20071205

Perl's Diamond Operator in Python

I'm been a full Python convert for over a year now. Perl is just too cumbersome at times. I think the artist who draws XKCD has made the same choice. The one thing that still takes me back to Perl is the ultra-handy <> "diamond operator". You can't deny Perl's dominance when it comes to string processing. Look at this elegance:

#!/usr/bin/perl

while (<>) {
    print
}

Every time I encounter a string processing problem where I have to work with multiple files, I go back to Perl. I didn't think Python could do this. Python should have the same ability as Perl's diamond:

def diamond():
    """
    diamond()
    Pre: Nothing.
    This is my attempt to recreate the very handy diamond operator found in
    Perl, which is my only reason for still using that language.

    To use the code:
    for line in diamond():
        process(line)
    """
    import sys
    if len(sys.argv[1:]) > 0:
        for file in sys.argv[1:]:
            if file == '-':
                for line in sys.stdin:
                    yield line
            else:
                f = open(file, 'r')
                for line in f:
                    yield line
                f.close()
    else:
        for line in sys.stdin:
            yield line

What does this do? It checks the sys.argv variable for file names on the command line and iterates through each line of each file. If it can't find a file, it defaults to standard input.

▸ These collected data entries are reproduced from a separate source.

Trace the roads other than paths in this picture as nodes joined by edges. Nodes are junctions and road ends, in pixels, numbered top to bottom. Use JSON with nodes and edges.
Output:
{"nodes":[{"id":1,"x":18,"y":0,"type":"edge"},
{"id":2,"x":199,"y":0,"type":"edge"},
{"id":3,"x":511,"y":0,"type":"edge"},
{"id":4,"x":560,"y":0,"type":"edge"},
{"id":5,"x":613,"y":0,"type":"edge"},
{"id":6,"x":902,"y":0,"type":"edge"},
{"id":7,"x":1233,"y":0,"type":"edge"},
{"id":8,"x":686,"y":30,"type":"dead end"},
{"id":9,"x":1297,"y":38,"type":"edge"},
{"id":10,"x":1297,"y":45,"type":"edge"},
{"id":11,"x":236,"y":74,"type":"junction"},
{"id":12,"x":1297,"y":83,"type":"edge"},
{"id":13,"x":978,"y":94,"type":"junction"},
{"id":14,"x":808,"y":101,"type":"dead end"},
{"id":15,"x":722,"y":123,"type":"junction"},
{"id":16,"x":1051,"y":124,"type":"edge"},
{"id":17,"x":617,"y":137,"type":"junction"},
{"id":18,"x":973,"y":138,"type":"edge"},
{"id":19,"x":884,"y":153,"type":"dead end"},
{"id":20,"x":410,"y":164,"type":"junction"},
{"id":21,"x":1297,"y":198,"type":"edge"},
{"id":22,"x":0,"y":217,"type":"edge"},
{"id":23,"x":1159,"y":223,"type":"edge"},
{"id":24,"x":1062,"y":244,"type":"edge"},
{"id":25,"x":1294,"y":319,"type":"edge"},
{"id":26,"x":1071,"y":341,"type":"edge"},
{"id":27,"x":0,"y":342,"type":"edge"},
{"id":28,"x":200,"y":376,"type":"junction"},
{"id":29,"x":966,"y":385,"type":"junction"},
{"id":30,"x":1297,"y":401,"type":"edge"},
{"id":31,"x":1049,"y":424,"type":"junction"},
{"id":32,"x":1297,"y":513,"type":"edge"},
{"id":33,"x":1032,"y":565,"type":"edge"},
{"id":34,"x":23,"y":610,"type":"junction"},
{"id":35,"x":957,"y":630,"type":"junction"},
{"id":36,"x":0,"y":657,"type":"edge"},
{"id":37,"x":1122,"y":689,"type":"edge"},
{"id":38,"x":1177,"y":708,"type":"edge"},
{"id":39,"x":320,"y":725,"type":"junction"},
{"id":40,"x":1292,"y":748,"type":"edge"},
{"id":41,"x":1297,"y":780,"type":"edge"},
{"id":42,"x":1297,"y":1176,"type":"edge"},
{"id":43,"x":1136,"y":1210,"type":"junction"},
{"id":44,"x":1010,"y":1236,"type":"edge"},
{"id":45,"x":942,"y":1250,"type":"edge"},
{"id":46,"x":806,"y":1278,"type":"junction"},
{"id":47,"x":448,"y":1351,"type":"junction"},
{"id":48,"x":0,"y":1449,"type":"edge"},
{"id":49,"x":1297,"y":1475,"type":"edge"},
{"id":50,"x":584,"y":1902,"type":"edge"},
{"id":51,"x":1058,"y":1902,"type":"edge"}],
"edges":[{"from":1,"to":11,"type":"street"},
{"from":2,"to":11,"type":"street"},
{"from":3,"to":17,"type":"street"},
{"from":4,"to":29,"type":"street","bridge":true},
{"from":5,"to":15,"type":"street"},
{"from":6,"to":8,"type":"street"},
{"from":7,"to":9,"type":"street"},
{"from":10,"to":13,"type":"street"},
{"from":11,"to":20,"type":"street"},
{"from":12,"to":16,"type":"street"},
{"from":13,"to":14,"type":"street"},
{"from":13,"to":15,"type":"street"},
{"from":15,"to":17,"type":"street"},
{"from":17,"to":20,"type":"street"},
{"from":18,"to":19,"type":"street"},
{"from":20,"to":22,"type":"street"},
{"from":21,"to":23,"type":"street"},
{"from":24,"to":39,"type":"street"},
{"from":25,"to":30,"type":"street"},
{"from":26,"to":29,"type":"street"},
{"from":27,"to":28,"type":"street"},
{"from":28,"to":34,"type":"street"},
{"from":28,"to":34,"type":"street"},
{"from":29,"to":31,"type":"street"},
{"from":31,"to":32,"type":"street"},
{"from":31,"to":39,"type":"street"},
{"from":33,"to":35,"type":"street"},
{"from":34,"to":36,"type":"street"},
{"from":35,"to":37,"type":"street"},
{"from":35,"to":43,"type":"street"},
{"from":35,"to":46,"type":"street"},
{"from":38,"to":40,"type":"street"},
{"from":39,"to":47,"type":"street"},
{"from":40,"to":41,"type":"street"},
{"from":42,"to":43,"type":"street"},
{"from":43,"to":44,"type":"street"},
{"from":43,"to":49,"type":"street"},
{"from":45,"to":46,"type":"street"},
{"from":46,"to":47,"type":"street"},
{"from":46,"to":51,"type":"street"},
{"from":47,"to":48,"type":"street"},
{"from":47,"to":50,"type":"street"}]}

Of course, before I start to write code, I should always use Google first. There exist a module called "fileinput" which does the same thing.

D'oh! Hey... it's practice.

20071202

A Losing Strategy

Today I ran across a year 2000 article in the New York Times titled "Paradox in Game Theory: Losing Strategy That Wins." Given two games which lose most of the time, a strategy can be devised so that we can win most of the time. The article has a (fairly) detailed description of two example games:

The paradox is illustrated by two games played with coins weighted on one side so that they will not fall by chance to heads or tails.

In game A, a player tosses a single loaded coin and bets on each throw. The probability of winning is less than half.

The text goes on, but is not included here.